Can AR-based user interfaces bridge the human-machine interaction gap?
BUSINESSES seem to be really excited about augmented reality (AR) as a technology, and see it as a viable solution to improve workflows, accuracy, productivity, and satisfaction in the workplace.
At its core, AR creates an enhanced visual of real-world environments, giving users a “superimposed version” of reality. Simply put, AR can provide users with the ability to access and view machines from a more tangible perspective.
This feature alone sets the tone for the way it can help bridge the interaction gap between machines and humans. As a result, AR is quickly being leveraged as a tool to connect workers with the machines they use.
AR devices can display interactive, superimposed, and enhanced images of connected machines via camera lenses. This is overlaid with relevant information and control systems that essentially make up the user interface.
As a system, it allows agile and explorative work processes for workers to instruct and control the machines – including assigning physical actions.
AR is also able to provide workers with the flexibility to monitor current processes of the machine using the collected data from IoT.
Changes and customization to mechanical processes can be made within the working environment, almost immediately without having workers move to a different location. This, in turn, would help significantly reduce costs.
With the rapid shift of dynamics in an automated workplace, machines are expected to automate more repetitive manual tasks — and AR enables workers to align their work processes with machines.
In other words, employees need to work collaboratively with machines to optimize operational efficiencies and enable automation.

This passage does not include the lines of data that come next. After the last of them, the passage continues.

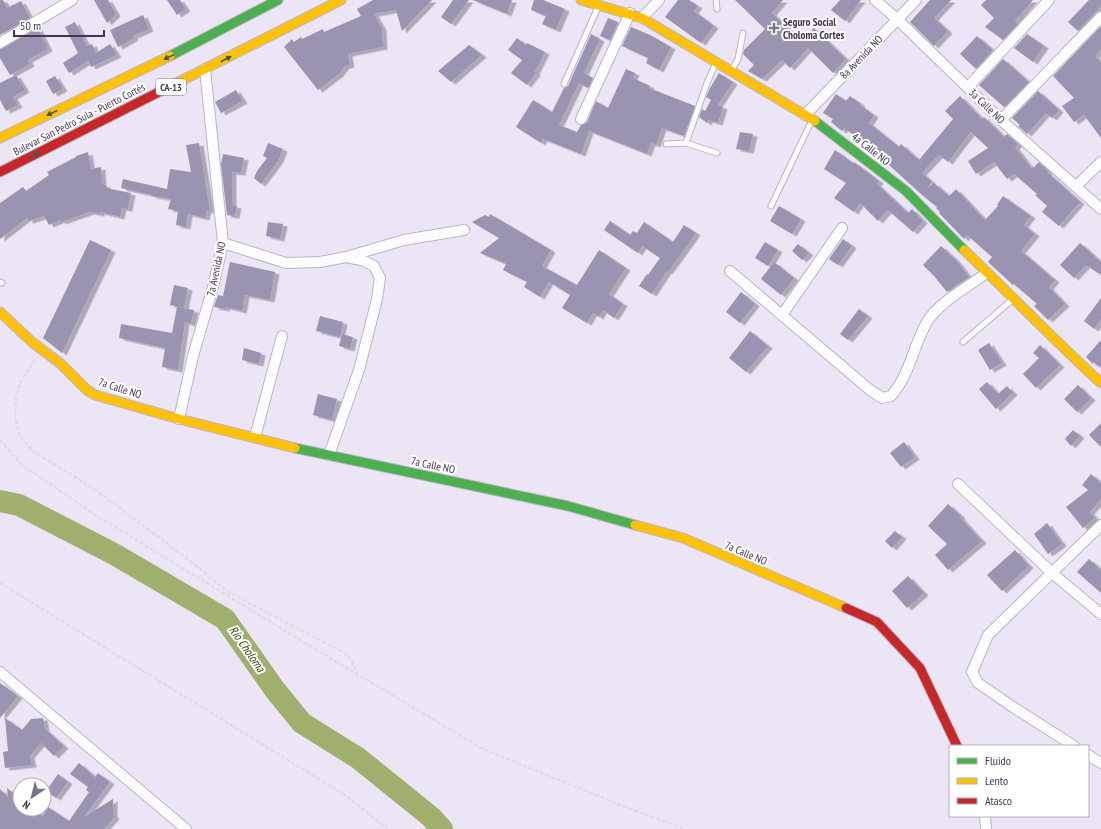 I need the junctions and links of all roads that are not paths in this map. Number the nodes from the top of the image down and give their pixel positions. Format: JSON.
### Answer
{"nodes":[{"id":1,"x":72,"y":0,"type":"edge"},
{"id":2,"x":278,"y":0,"type":"edge"},
{"id":3,"x":341,"y":0,"type":"edge"},
{"id":4,"x":581,"y":0,"type":"edge"},
{"id":5,"x":659,"y":0,"type":"edge"},
{"id":6,"x":716,"y":0,"type":"edge"},
{"id":7,"x":875,"y":0,"type":"edge"},
{"id":8,"x":916,"y":0,"type":"edge"},
{"id":9,"x":1049,"y":0,"type":"edge"},
{"id":10,"x":599,"y":4,"type":"junction"},
{"id":11,"x":717,"y":9,"type":"dead end"},
{"id":12,"x":630,"y":13,"type":"junction"},
{"id":13,"x":1101,"y":17,"type":"edge"},
{"id":14,"x":642,"y":18,"type":"junction"},
{"id":15,"x":897,"y":20,"type":"junction"},
{"id":16,"x":743,"y":33,"type":"dead end"},
{"id":17,"x":0,"y":43,"type":"edge"},
{"id":18,"x":717,"y":62,"type":"junction"},
{"id":19,"x":205,"y":69,"type":"junction"},
{"id":20,"x":731,"y":71,"type":"junction"},
{"id":21,"x":564,"y":84,"type":"dead end"},
{"id":22,"x":968,"y":87,"type":"junction"},
{"id":23,"x":809,"y":117,"type":"junction"},
{"id":24,"x":581,"y":120,"type":"dead end"},
{"id":25,"x":1001,"y":120,"type":"junction"},
{"id":26,"x":0,"y":138,"type":"edge"},
{"id":27,"x":686,"y":143,"type":"junction"},
{"id":28,"x":666,"y":144,"type":"dead end"},
{"id":29,"x":717,"y":153,"type":"dead end"},
{"id":30,"x":1101,"y":162,"type":"edge"},
{"id":31,"x":0,"y":172,"type":"edge"},
{"id":32,"x":1076,"y":186,"type":"junction"},
{"id":33,"x":771,"y":206,"type":"dead end"},
{"id":34,"x":1101,"y":209,"type":"edge"},
{"id":35,"x":842,"y":228,"type":"dead end"},
{"id":36,"x":464,"y":230,"type":"dead end"},
{"id":37,"x":223,"y":243,"type":"junction"},
{"id":38,"x":346,"y":257,"type":"junction"},
{"id":39,"x":730,"y":271,"type":"dead end"},
{"id":40,"x":987,"y":273,"type":"junction"},
{"id":41,"x":1014,"y":298,"type":"junction"},
{"id":42,"x":0,"y":312,"type":"edge"},
{"id":43,"x":782,"y":315,"type":"junction"},
{"id":44,"x":282,"y":336,"type":"dead end"},
{"id":45,"x":963,"y":342,"type":"dead end"},
{"id":46,"x":1101,"y":383,"type":"edge"},
{"id":47,"x":179,"y":419,"type":"junction"},
{"id":48,"x":255,"y":437,"type":"junction"},
{"id":49,"x":329,"y":455,"type":"junction"},
{"id":50,"x":958,"y":484,"type":"dead end"},
{"id":51,"x":1101,"y":524,"type":"edge"},
{"id":52,"x":1052,"y":573,"type":"junction"},
{"id":53,"x":1101,"y":614,"type":"edge"},
{"id":54,"x":0,"y":672,"type":"edge"},
{"id":55,"x":957,"y":745,"type":"edge"},
{"id":56,"x":1072,"y":745,"type":"edge"},
{"id":57,"x":1089,"y":756,"type":"edge"},
{"id":58,"x":1101,"y":763,"type":"edge"},
{"id":59,"x":985,"y":817,"type":"edge"},
{"id":60,"x":186,"y":829,"type":"edge"},
{"id":61,"x":986,"y":829,"type":"edge"}],
"edges":[{"from":1,"to":17,"type":"street"},
{"from":2,"to":26,"type":"main road","name":"Bulevar San Pedro Sula - Puerto Cortés","number":"CA-13","one_way":true},
{"from":19,"to":3,"type":"main road","name":"Bulevar San Pedro Sula - Puerto Cortés","number":"CA-13","one_way":true},
{"from":4,"to":10,"type":"main road","name":"4a Calle NO"},
{"from":5,"to":14,"type":"street"},
{"from":6,"to":11,"type":"lane"},
{"from":7,"to":15,"type":"street","name":"3a Calle NO"},
{"from":8,"to":15,"type":"street","name":"8a Avenida NO"},
{"from":9,"to":22,"type":"street"},
{"from":10,"to":12,"type":"main road","name":"4a Calle NO"},
{"from":10,"to":21,"type":"lane"},
{"from":12,"to":14,"type":"main road","name":"4a Calle NO"},
{"from":12,"to":24,"type":"street"},
{"from":13,"to":25,"type":"street"},
{"from":14,"to":18,"type":"main road","name":"4a Calle NO"},
{"from":15,"to":22,"type":"street","name":"3a Calle NO"},
{"from":15,"to":23,"type":"street","name":"8a Avenida NO"},
{"from":16,"to":20,"type":"lane"},
{"from":18,"to":20,"type":"main road","name":"4a Calle NO"},
{"from":18,"to":27,"type":"lane"},
{"from":31,"to":19,"type":"main road","name":"Bulevar San Pedro Sula - Puerto Cortés","number":"CA-13","one_way":true},
{"from":19,"to":37,"type":"street","name":"7a Avenida NO"},
{"from":20,"to":23,"type":"main road","name":"4a Calle NO"},
{"from":22,"to":25,"type":"street","name":"3a Calle NO"},
{"from":23,"to":33,"type":"lane"},
{"from":23,"to":40,"type":"main road","name":"4a Calle NO"},
{"from":25,"to":32,"type":"street","name":"3a Calle NO"},
{"from":27,"to":28,"type":"lane"},
{"from":27,"to":29,"type":"lane"},
{"from":30,"to":32,"type":"street"},
{"from":32,"to":34,"type":"street","name":"3a Calle NO"},
{"from":35,"to":43,"type":"street"},
{"from":36,"to":38,"type":"street"},
{"from":37,"to":38,"type":"street"},
{"from":37,"to":47,"type":"street","name":"7a Avenida NO"},
{"from":38,"to":49,"type":"street"},
{"from":39,"to":43,"type":"street"},
{"from":40,"to":41,"type":"main road","name":"4a Calle NO"},
{"from":40,"to":43,"type":"street"},
{"from":41,"to":45,"type":"lane"},
{"from":41,"to":46,"type":"main road","name":"4a Calle NO"},
{"from":42,"to":47,"type":"main road","name":"7a Calle NO"},
{"from":44,"to":48,"type":"street"},
{"from":47,"to":48,"type":"main road","name":"7a Calle NO"},
{"from":48,"to":49,"type":"main road","name":"7a Calle NO"},
{"from":49,"to":55,"type":"main road","name":"7a Calle NO"},
{"from":50,"to":52,"type":"street"},
{"from":51,"to":52,"type":"street"},
{"from":52,"to":53,"type":"street"},
{"from":52,"to":56,"type":"street"},
{"from":54,"to":60,"type":"street"},
{"from":57,"to":58,"type":"street"},
{"from":59,"to":61,"type":"street"}]}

A common concern is establishing effective communication between workers and machines. Humans need to be able to contextualize the information displayed by machines in order to efficiently streamline work processes into an automated workflow.
Often, the information displayed on machines is limited to the workers’ understanding, resorting to manual tinkering and programming, which is time-consuming.
Further, machine-powered projects are met with failures due to incompetent workflow and insufficient monitoring.
With AR, workers are able to understand machines as it is able to contextualize digital information displayed and react appropriately.
The technology allows AR to anchor connected machines and translates the data into a user-friendly, easy to understand language for workers to operate with.
AR will not only complement automation efforts and human-machine interactions, but also enhance the way we communicate and collaborate with machines.